• About this task: From the first line to the last, give the records again exactly.

• Saved entries:
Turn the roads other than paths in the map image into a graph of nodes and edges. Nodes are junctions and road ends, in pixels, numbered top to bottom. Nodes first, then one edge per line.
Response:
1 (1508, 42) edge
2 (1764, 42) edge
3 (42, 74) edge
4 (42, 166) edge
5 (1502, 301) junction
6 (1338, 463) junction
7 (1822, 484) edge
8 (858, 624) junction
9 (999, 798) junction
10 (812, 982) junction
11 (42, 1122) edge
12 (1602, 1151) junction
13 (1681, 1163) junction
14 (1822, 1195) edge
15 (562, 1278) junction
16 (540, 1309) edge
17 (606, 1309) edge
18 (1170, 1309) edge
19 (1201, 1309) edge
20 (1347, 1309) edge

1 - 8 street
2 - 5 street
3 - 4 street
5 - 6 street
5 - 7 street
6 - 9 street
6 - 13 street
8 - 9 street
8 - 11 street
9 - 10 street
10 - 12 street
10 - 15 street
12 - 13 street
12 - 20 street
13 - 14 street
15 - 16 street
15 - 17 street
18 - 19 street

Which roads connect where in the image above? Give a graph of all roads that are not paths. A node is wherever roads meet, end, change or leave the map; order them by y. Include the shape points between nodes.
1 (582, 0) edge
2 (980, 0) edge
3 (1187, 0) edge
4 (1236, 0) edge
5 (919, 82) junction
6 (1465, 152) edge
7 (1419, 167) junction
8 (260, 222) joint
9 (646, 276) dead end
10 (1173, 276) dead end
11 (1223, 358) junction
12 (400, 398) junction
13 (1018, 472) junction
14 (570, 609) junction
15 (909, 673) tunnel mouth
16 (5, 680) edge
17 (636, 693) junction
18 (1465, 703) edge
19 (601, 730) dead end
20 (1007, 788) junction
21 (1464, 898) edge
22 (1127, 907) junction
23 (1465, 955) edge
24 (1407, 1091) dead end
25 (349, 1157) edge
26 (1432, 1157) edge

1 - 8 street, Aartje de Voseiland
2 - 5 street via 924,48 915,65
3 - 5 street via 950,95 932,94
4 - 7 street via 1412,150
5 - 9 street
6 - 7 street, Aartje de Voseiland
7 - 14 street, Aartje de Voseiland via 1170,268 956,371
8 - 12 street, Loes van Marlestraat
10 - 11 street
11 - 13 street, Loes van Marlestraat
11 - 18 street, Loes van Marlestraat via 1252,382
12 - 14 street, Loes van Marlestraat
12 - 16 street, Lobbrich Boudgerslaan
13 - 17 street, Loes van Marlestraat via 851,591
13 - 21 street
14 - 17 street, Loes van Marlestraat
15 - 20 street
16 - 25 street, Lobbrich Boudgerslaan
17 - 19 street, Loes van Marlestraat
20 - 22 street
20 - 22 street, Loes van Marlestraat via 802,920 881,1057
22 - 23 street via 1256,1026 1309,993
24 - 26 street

• Reply to the exercise:
Turn the roads other than paths in the map image into a graph of nodes and edges. Nodes are junctions and road ends, in pixels, numbered top to bottom. Nodes first, then one edge per line.
Response:
1 (1508, 42) edge
2 (1764, 42) edge
3 (42, 74) edge
4 (42, 166) edge
5 (1502, 301) junction
6 (1338, 463) junction
7 (1822, 484) edge
8 (858, 624) junction
9 (999, 798) junction
10 (812, 982) junction
11 (42, 1122) edge
12 (1602, 1151) junction
13 (1681, 1163) junction
14 (1822, 1195) edge
15 (562, 1278) junction
16 (540, 1309) edge
17 (606, 1309) edge
18 (1170, 1309) edge
19 (1201, 1309) edge
20 (1347, 1309) edge

1 - 8 street
2 - 5 street
3 - 4 street
5 - 6 street
5 - 7 street
6 - 9 street
6 - 13 street
8 - 9 street
8 - 11 street
9 - 10 street
10 - 12 street
10 - 15 street
12 - 13 street
12 - 20 street
13 - 14 street
15 - 16 street
15 - 17 street
18 - 19 street

Which roads connect where in the image above? Give a graph of all roads that are not paths. A node is wherever roads meet, end, change or leave the map; order them by y. Include the shape points between nodes.
1 (582, 0) edge
2 (980, 0) edge
3 (1187, 0) edge
4 (1236, 0) edge
5 (919, 82) junction
6 (1465, 152) edge
7 (1419, 167) junction
8 (260, 222) joint
9 (646, 276) dead end
10 (1173, 276) dead end
11 (1223, 358) junction
12 (400, 398) junction
13 (1018, 472) junction
14 (570, 609) junction
15 (909, 673) tunnel mouth
16 (5, 680) edge
17 (636, 693) junction
18 (1465, 703) edge
19 (601, 730) dead end
20 (1007, 788) junction
21 (1464, 898) edge
22 (1127, 907) junction
23 (1465, 955) edge
24 (1407, 1091) dead end
25 (349, 1157) edge
26 (1432, 1157) edge

1 - 8 street, Aartje de Voseiland
2 - 5 street via 924,48 915,65
3 - 5 street via 950,95 932,94
4 - 7 street via 1412,150
5 - 9 street
6 - 7 street, Aartje de Voseiland
7 - 14 street, Aartje de Voseiland via 1170,268 956,371
8 - 12 street, Loes van Marlestraat
10 - 11 street
11 - 13 street, Loes van Marlestraat
11 - 18 street, Loes van Marlestraat via 1252,382
12 - 14 street, Loes van Marlestraat
12 - 16 street, Lobbrich Boudgerslaan
13 - 17 street, Loes van Marlestraat via 851,591
13 - 21 street
14 - 17 street, Loes van Marlestraat
15 - 20 street
16 - 25 street, Lobbrich Boudgerslaan
17 - 19 street, Loes van Marlestraat
20 - 22 street
20 - 22 street, Loes van Marlestraat via 802,920 881,1057
22 - 23 street via 1256,1026 1309,993
24 - 26 street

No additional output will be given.